Stresemann sait que ce Pacte est obsolète de naissance. Pourtant
« Locarno », alors qu’Hitler pousse les portes, restera dans les
discours des partis de droite et ceux des Ligues, le mot sacré. Un
synonyme de paix alors qu’il n’est qu’un masque du nazisme.
Carcan
La
France ayant desserré son emprise sur la Ruhr, il est alors temps de
signer la vraie paix, celle des affaires. C’est la naissance de
« L’entente internationale de l’acier », qui donnera le « Pool
charbon-acier », c’est-à-dire notre Europe
made in banques.
L’Allemagne obtient 40,45% de l’Entente, la France 31,8% : la guerre est
finie et une autre peut commencer. Et elle vient. En 1943 les
États-Unis et l’Angleterre mettent au point le « statut monétaire » qui
devra être mis en place dès le conflit terminé. Le vainqueur (les
États-Unis) « imposera aux nations adhérentes l’abandon d’une part de
leur souveraineté par fixation des parités monétaires ». Ce souhait a
mis un peu de temps se réaliser mais, avec les rôles joués aujourd’hui
par les agences de notation et l’obligation qu’ont les États d’Europe de
n’emprunter que sur le marché privé, le plan est finalement respecté.
Le
12 juillet 1947 s’ouvre à Paris la « Conférence des seize ». Les canons
nazis sont encore chauds quand l’Allemagne et les États-Unis pleurent à
nouveau sur le sort de la Ruhr. Si bien qu’en marge de la Conférence,
Anglo-américains et Allemands tiennent des réunions parallèles afin de
faire la peau aux désirs de la France. Pour une fois Paris tient bon.

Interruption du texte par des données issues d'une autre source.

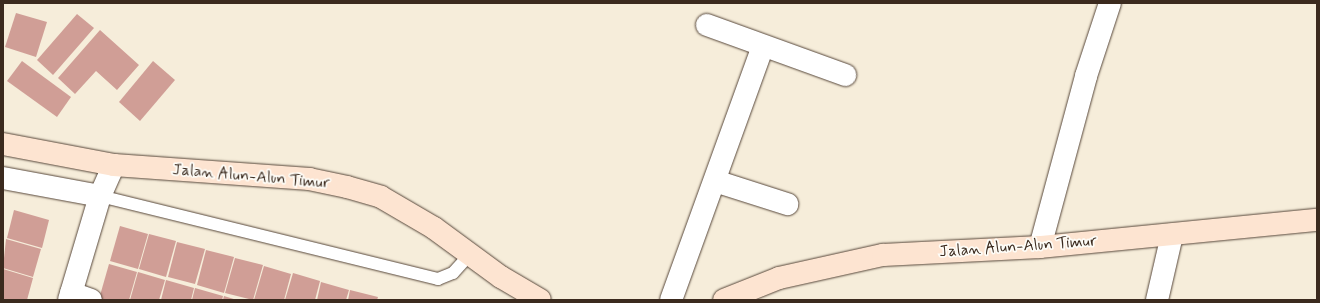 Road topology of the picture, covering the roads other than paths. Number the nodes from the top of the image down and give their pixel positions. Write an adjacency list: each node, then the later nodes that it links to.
1 (1110, 3): 13 (street)
2 (707, 25): 3 (street)
3 (763, 46): 4 (street); 8 (street)
4 (845, 75)
5 (3, 144): 6 (street, Jalan Alun-Alun Timur)
6 (114, 165): 9 (street); 14 (street, Jalan Alun-Alun Timur)
7 (3, 178): 9 (street)
8 (715, 180): 10 (street); 17 (street)
9 (100, 196): 14 (lane); 15 (street)
10 (787, 204)
11 (1317, 220): 12 (street, Jalan Alun-Alun Timur)
12 (1172, 235): 13 (street, Jalan Alun-Alun Timur); 19 (street)
13 (1040, 247): 18 (street, Jalan Alun-Alun Timur)
14 (471, 253): 16 (street, Jalan Alun-Alun Timur)
15 (77, 298)
16 (540, 300)
17 (671, 300)
18 (724, 300)
19 (1157, 300)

Furieux, les Américains envoient un émissaire afin de « réécrire le
rapport général de la Conférence ». Dans le bon sens. En particulier six
points sont dictés par Clayton, le Secrétaire d’État au Commerce. Ils
résument le programme commercial et financier mondial, et donc européen,
de Washington. Les États-Unis exigent la mise en place d’une
« organisation européenne permanente chargée d’examiner l’exécution du
programme européen ». Ce machin sera l’OECE. Il préfigure « notre »

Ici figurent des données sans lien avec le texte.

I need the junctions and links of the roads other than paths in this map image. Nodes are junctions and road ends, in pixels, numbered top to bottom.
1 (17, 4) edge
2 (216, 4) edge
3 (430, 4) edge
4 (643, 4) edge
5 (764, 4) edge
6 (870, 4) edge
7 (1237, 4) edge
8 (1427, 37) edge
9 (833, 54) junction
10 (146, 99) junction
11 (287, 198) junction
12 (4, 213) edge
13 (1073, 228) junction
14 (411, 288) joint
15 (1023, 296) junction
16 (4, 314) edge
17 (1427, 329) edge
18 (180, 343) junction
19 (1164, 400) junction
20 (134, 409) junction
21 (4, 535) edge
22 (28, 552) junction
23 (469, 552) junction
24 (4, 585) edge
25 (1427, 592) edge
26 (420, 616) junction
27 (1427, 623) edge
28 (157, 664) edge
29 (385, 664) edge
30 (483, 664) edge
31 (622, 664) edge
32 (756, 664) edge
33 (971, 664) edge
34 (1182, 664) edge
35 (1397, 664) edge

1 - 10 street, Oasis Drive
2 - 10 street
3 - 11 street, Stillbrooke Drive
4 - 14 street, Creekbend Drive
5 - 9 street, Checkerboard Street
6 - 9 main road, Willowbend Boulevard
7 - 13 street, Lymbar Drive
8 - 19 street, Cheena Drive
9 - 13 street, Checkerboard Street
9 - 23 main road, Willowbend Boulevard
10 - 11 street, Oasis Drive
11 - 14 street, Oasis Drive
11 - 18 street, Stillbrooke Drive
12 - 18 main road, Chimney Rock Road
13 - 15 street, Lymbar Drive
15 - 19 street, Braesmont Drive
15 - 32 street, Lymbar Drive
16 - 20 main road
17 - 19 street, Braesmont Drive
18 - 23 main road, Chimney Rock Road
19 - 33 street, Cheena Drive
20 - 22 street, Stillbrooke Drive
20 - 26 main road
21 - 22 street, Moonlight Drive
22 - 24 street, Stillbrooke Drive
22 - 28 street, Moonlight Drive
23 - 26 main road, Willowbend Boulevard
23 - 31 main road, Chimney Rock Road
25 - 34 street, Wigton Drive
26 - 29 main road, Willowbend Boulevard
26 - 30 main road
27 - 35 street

Europe. Et Charles-Henri Spaak, premier président de l’Organisation
Européenne de Coopération Économique, n’est qu’un greffier appliquant
les consignes américaines.
Quant aux héros que nous célébrons,
scrutin européen oblige, « les pères de l’Europe », à la lecture de
Lacroix-Riz on n’a guère envie d’être leurs enfants. Jean Monnet ?

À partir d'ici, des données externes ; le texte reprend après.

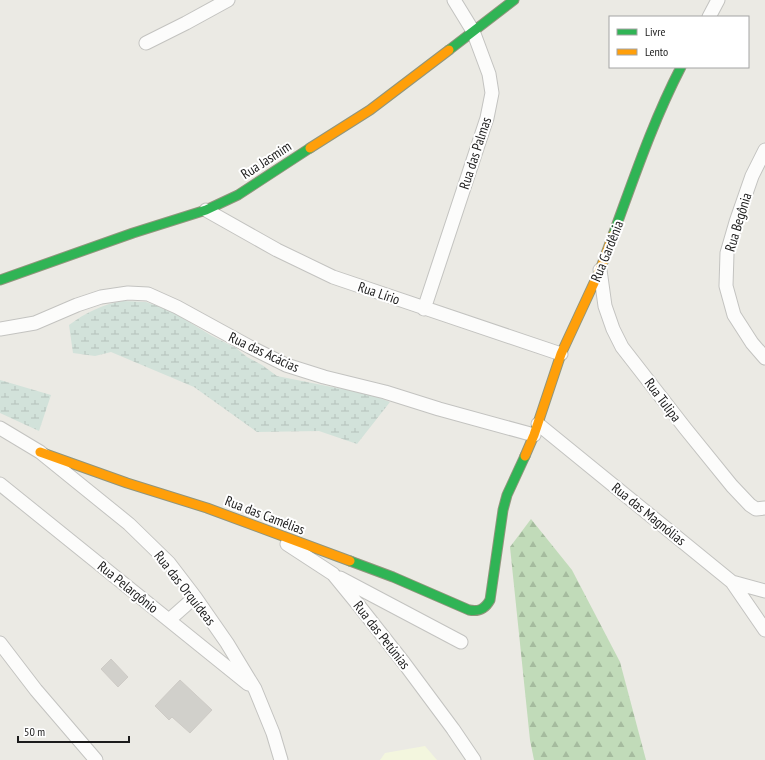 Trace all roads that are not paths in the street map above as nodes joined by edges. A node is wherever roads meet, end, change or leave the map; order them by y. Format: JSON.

D’abord réformé en 1914, marchand d’alcool pendant la Prohibition,
fondateur de la Bancamerica à San Francisco, conseiller de Tchang
Kaï-Chek pour le compte des Américains. Puis, à Londres en 1940, Monet
refuse de s’associer à la France Libre pour, en 1943, devenir l’envoyé
de Roosevelt auprès du général Giraud... Voilà un homme au profil idéal
pour mettre sur pied une Europe libre. Dans ce jeu de famille vous
voulez un autre « Père » ? Voilà Robert Schuman, autre icône. Un détail
de la vie du héros suffit à le qualifier : à l’été 1940 il vote les
pleins pouvoirs à Pétain et accepte en bonus d’être membre de son
gouvernement. Après guerre, Schuman sera mis en pénitence, ce qui est
une pratique ordinaire pour un si bon catholique. Puis, le passé oublié,
il va pousser à la roue d’une Euro-Amérique : capitaliste, chrétienne
se développant sous la serre de l’OTAN.
Avant le scrutin « européen » du 25 mai prochain, il reste assez de temps pour lire
Aux origines du carcan européen,
un livre qui laisse le roi nu. Ceux qui, comme François Hollande, sont
convaincus que « Quitter l’Europe c’est quitter l’histoire », pourront
constater que le Président dit vrai. Quitter une histoire écrite par les
banquiers américains.
Jacques-Marie Bourget
Annie Lacroix-Riz :
Aux origines du carcan européen (1900-1960) , coédition Delga-Le temps des cerises, avril 2014, 15 euros.